В течение более чем сорока лет, прошедших с момента публикации «Голосов ночи» до его смерти, слава Лонгфелло постоянно росла. Это было не потому, что его гений, подобно гению другого ученого поэта, Грея, редко расцветал в песнях, так что его известность покоилась на нескольких жемчужных стихах. Он не был запуган собственной славой. В течение этих сорока лет он постоянно писал и публиковался. Вокруг него возникали другие великие имена. Начали петь новые поэты. Популярные историки занимали свои места. Но все же имя Лонгфелло всегда ассоциировалось с именем Брайанта во главе американских певцов, и его имя было известно во всем читающем мире гораздо шире, чем имя любого другого американского автора.

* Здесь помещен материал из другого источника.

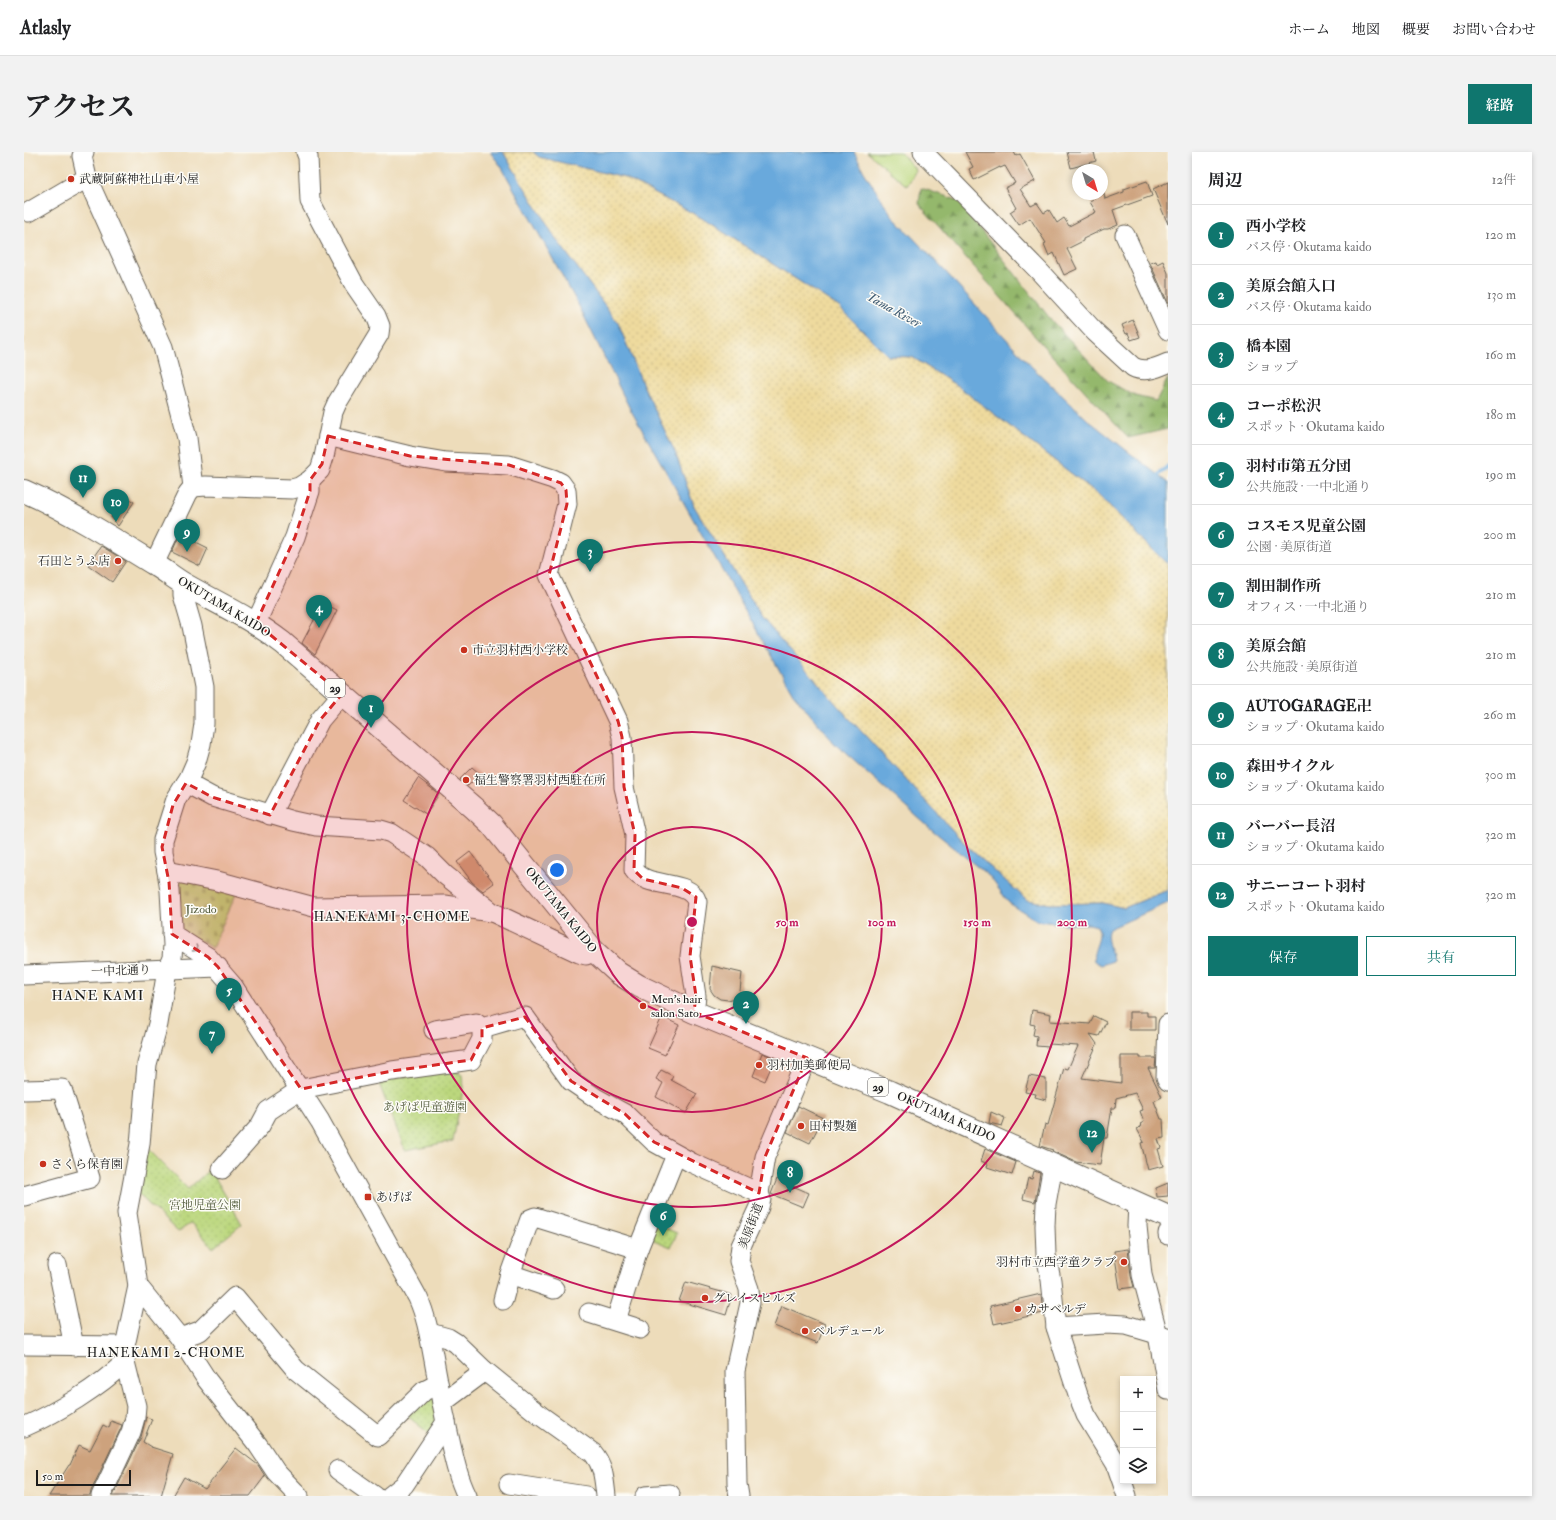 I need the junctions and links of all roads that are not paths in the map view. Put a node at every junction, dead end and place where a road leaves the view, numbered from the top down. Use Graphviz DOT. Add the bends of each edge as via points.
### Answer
graph roads {
  1 [pos="84,152"];
  2 [pos="306,152"];
  3 [pos="923,152"];
  4 [pos="87,178"];
  5 [pos="29,212"];
  6 [pos="1125,235"];
  7 [pos="1168,330"];
  8 [pos="1168,363"];
  9 [pos="328,436"];
  10 [pos="310,480"];
  11 [pos="193,487"];
  12 [pos="24,491"];
  13 [pos="154,564"];
  14 [pos="183,583"];
  15 [pos="256,623"];
  16 [pos="342,694"];
  17 [pos="186,783"];
  18 [pos="270,816"];
  19 [pos="167,871"];
  20 [pos="492,912"];
  21 [pos="172,934"];
  22 [pos="594,951"];
  23 [pos="218,967"];
  24 [pos="167,970"];
  25 [pos="24,975"];
  26 [pos="694,1012"];
  27 [pos="1168,1024"];
  28 [pos="482,1028"];
  29 [pos="434,1030"];
  30 [pos="807,1058"];
  31 [pos="1168,1081"];
  32 [pos="24,1090"];
  33 [pos="301,1090"];
  34 [pos="676,1155"];
  35 [pos="1053,1165"];
  36 [pos="222,1169"];
  37 [pos="759,1193"];
  38 [pos="24,1196"];
  39 [pos="1138,1203"];
  40 [pos="1168,1217"];
  41 [pos="638,1249"];
  42 [pos="57,1265"];
  43 [pos="510,1274"];
  44 [pos="138,1286"];
  45 [pos="554,1288"];
  46 [pos="503,1300"];
  47 [pos="589,1313"];
  48 [pos="616,1321"];
  49 [pos="1056,1327"];
  50 [pos="640,1329"];
  51 [pos="430,1333"];
  52 [pos="1163,1336"];
  53 [pos="180,1338"];
  54 [pos="24,1345"];
  55 [pos="74,1346"];
  56 [pos="125,1354"];
  57 [pos="485,1371"];
  58 [pos="438,1384"];
  59 [pos="1168,1390"];
  60 [pos="442,1403"];
  61 [pos="446,1422"];
  62 [pos="24,1427"];
  63 [pos="338,1470"];
  64 [pos="509,1484"];
  65 [pos="670,1494"];
  66 [pos="101,1496"];
  67 [pos="299,1496"];
  68 [pos="375,1496"];
  69 [pos="390,1496"];
  70 [pos="467,1496"];
  71 [pos="586,1496"];
  72 [pos="606,1496"];
  73 [pos="646,1496"];
  74 [pos="739,1496"];
  75 [pos="1127,1496"];
  1 -- 4 [label="street" via="82,156"];
  2 -- 9 [label="street" via="310,201 354,284 376,316 380,330 337,403"];
  3 -- 8 [label="street" via="1095,332 1133,367 1145,370"];
  4 -- 5 [label="street"];
  4 -- 11 [label="street" via="163,348 187,438"];
  6 -- 7 [label="street"];
  9 -- 10 [label="street" via="322,464"];
  9 -- 26 [label="street" via="446,462 510,465 558,481 566,490 567,504 549,575 618,721 622,737 625,798 635,835 634,870 643,879 682,888 696,898 690,956 696,996"];
  10 -- 11 [label="street" via="292,489"];
  10 -- 15 [label="street" via="310,491 295,538"];
  11 -- 13 [label="street"];
  12 -- 13 [label="main road, OKUTAMA KAIDO / 29" via="80,520"];
  13 -- 14 [label="main road, OKUTAMA KAIDO / 29"];
  14 -- 15 [label="main road, OKUTAMA KAIDO / 29"];
  14 -- 17 [label="street" via="183,595 201,669 205,713 201,744"];
  15 -- 16 [label="main road, OKUTAMA KAIDO / 29"];
  16 -- 18 [label="street" via="320,720"];
  16 -- 22 [label="main road, OKUTAMA KAIDO / 29" via="491,824"];
  17 -- 18 [label="street" via="212,796"];
  17 -- 19 [label="street" via="176,799 163,840"];
  18 -- 20 [label="street" via="316,826 381,830 391,833 427,858"];
  19 -- 20 [label="street" via="217,881 314,907 445,905"];
  19 -- 21 [label="street"];
  20 -- 22 [label="street" via="579,953"];
  21 -- 23 [label="street, one-way" via="208,957"];
  21 -- 24 [label="street" via="172,958"];
  22 -- 26 [label="main road, OKUTAMA KAIDO / 29" via="632,982"];
  23 -- 24 [label="street, 一中北通り"];
  23 -- 33 [label="street"];
  24 -- 25 [label="street, 一中北通り"];
  24 -- 44 [label="street" via="158,1024 147,1064 140,1144 127,1213"];
  26 -- 30 [label="main road, OKUTAMA KAIDO / 29"];
  27 -- 31 [label="street"];
  28 -- 29 [label="street" via="476,1023"];
  28 -- 33 [label="street" via="482,1039 471,1060 392,1071"];
  28 -- 34 [label="street" via="520,1016 525,1017 571,1081 625,1114 654,1142"];
  30 -- 35 [label="main road, OKUTAMA KAIDO / 29"];
  30 -- 37 [label="street, 美原街道" via="765,1157"];
  32 -- 38 [label="street" via="62,1089 90,1178"];
  33 -- 36 [label="street" via="268,1111 260,1126"];
  33 -- 51 [label="street" via="418,1298"];
  34 -- 37 [label="street"];
  34 -- 41 [label="street"];
  35 -- 39 [label="main road, OKUTAMA KAIDO / 29"];
  35 -- 49 [label="street" via="1045,1226 1046,1255"];
  37 -- 74 [label="street, 美原街道" via="759,1207 741,1246 739,1261 749,1289 750,1303 735,1371"];
  39 -- 40 [label="main road, OKUTAMA KAIDO / 29"];
  39 -- 52 [label="street" via="1137,1226 1142,1274"];
  41 -- 43 [label="street" via="535,1217 530,1219"];
  41 -- 48 [label="street"];
  42 -- 55 [label="street"];
  43 -- 45 [label="street"];
  43 -- 46 [label="street"];
  44 -- 53 [label="street"];
  44 -- 56 [label="street"];
  47 -- 48 [label="street"];
  48 -- 50 [label="street"];
  49 -- 52 [label="street" via="1126,1325"];
  49 -- 75 [label="street" via="1086,1415 1116,1464"];
  51 -- 57 [label="street" via="456,1343"];
  51 -- 58 [label="street"];
  52 -- 59 [label="street"];
  53 -- 58 [label="street" via="200,1331 235,1297 296,1370 378,1436 424,1391"];
  53 -- 67 [label="street" via="207,1380 276,1472"];
  54 -- 55 [label="street"];
  55 -- 56 [label="street"];
  56 -- 62 [label="street" via="114,1373 50,1415"];
  56 -- 66 [label="street" via="136,1406 136,1418 132,1432"];
  57 -- 60 [label="street"];
  57 -- 72 [label="street" via="599,1460 603,1468"];
  58 -- 60 [label="street"];
  60 -- 61 [label="street"];
  61 -- 69 [label="street" via="404,1485"];
  61 -- 70 [label="street" via="458,1474"];
  63 -- 68 [label="street"];
  64 -- 71 [label="street"];
  65 -- 73 [label="street"];
}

За сборником «Голоса ночи» последовали подобные сборники, затем «Испанский студент», «Эвандгелина», «Золотая легенда», «Гайавата», «Сватовство Майлза Стендиша», «Сказки придорожной гостиницы», «Трагедии Новой Англии», «Маска Пандоры», «Повешение колокола», «Morituri Salutamus», «Керамос». Но все они, подобно величественным птицам
«Парящим с высшей властью В верхних сферах воздуха»,
сопровождались более короткими стихотворениями, сонетами, «перелетными птицами», как называл поэт свои быстрые полеты песни. Во всех этих крупных поэмах, хотя характеристики ранних сборников были более полно развиты и проиллюстрированы, а тонкая красота мастерства стала еще более изысканной, существенные качества работы остались неизменными, и обаяние поэта и его значение в литературе и развитии своей страны никогда не определялись более легко.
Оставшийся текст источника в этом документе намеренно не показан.